Like Lucas, Lusie had reached an age where a prosthetic arm would help her be more active, said her mother, Kathy Santangelo. Lusie wanted to swing on the monkey bars at recess and ride a bike down her driveway.

The RIT students explained that Lusie was having a plaster mold made of her left arm, which only grew to a few inches past her elbow.

Using a digital scanner, the exact mold would be modeled on the computer and then 3D printed into a custom forearm cup that would comfortably hold her new arm in place.

“Lucas, your hand will look similar to Lusie’s except it will be attached to your wrist,” said Jade Myers, a fourth-year multidisciplinary studies student. “Are you ready to put your hand in the goop?”

For Myers, designing and building Lucas’s new hand was a natural fit, even though it was the first 3D-printed hand she had ever built.

Having always had an interest in prosthetic devices, she came to RIT with plans to tailor her major toward prosthetic design, robotics and cybernetics.

“I happen to know a lot of veterans who have waited years to get a prosthetic device, and that’s just not right,” said Myers, who lives in Canandaigua, N.Y. “If we have the ability to build people an affordable alternative that can help, then we really need to be doing it.”

While building Lucas’s hand, Myers encountered a few complications. They learned that they needed to make the shell level thicker because the plastic was splitting.

“There is certainly a learning curve for building these devices, and there are always more improvements to make on your design,” she said.

It has also been a learning process for Farrukh Mohiuddin, a third-year biomedical engineering major originally from Pakistan, and Jascha Wilcox, a fifth-year biomedical engineering major from Ann Arbor, Mich.
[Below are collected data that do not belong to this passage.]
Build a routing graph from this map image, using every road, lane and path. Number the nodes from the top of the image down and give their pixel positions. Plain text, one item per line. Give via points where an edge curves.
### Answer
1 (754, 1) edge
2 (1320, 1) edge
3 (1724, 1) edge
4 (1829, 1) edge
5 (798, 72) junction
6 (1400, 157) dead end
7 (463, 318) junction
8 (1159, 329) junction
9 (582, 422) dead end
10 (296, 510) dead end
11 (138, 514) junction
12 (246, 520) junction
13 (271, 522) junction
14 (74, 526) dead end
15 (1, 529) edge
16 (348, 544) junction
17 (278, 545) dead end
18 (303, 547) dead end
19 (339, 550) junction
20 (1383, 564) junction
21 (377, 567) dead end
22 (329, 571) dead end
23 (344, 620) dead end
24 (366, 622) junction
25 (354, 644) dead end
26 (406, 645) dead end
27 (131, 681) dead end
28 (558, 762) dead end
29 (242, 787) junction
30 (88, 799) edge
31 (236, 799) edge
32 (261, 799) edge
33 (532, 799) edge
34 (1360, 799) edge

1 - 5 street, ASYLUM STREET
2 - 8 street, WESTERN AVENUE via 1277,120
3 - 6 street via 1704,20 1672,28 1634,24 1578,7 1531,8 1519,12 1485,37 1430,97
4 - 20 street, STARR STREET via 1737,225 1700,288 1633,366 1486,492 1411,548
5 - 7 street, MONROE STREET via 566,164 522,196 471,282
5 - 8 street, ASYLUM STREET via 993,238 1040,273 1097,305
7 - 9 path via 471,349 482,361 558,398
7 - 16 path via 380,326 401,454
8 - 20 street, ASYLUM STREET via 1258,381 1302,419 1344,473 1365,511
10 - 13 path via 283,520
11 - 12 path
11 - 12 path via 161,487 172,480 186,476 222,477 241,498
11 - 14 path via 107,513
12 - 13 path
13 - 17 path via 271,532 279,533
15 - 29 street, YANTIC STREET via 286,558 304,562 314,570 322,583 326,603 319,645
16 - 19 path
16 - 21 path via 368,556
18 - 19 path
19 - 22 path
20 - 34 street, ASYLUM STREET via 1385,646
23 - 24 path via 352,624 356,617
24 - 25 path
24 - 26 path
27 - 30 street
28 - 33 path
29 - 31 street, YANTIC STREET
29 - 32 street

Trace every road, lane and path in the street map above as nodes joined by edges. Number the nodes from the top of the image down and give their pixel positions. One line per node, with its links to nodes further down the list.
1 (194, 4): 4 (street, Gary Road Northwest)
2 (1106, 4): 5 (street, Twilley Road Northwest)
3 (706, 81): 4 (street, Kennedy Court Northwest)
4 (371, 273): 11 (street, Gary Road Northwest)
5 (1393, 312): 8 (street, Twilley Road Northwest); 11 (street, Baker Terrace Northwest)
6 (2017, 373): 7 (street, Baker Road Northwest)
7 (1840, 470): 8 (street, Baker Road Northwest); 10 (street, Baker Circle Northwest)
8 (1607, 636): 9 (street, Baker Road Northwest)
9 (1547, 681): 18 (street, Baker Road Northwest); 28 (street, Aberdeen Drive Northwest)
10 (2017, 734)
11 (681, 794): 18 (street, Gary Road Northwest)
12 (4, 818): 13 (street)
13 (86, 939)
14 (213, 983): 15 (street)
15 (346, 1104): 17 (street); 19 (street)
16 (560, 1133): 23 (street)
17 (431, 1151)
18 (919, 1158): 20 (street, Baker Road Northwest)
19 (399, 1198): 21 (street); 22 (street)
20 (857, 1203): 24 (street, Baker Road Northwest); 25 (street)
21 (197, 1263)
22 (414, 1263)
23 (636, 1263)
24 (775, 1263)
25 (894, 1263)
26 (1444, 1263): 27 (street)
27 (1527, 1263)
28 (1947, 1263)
They have both worked to design some of the first 3D-printed transradial arms as part of their co-ops.

While much of the design is printed similar to the hand, it also incorporates PVC pipe and a rotation mechanism for the forearm, which makes it possible to emulate wrist rotation.

“Up until this summer, the hand designs available on e-NABLE have really only served people who have wrist movement,” Wilcox said. “By helping several local residents with different needs, we have created new designs that can be improved upon by other people all around the world.”

Wilcox’s initial design, which they dubbed the “RIT Arm,” was created for 6-year-old Derek Black and 40-year-old Nathan Ramsey, both of whom are from Buffalo. In fact, Derek even opted for an extra-long arm so he could easily reach things that are far away.

Mohiuddin used part of Wilcox’s design for Lusie’s arm but added his own ideas, experimenting with a silicon mold and a lighter-weight design.

“We had Lusie try on several different forearm cups, and she found that our silicon version was the most comfortable,” he said.

In addition to a hand for Lucas and an arm for Lusie, Elizabeth Jackson, a third-year mechanical engineering student from Ligonier, Pa., has been helping to create a 3D-printed exoskeleton.

The device is for a local child with limited mobility on half of his body due to brain surgery for life-threatening seizures.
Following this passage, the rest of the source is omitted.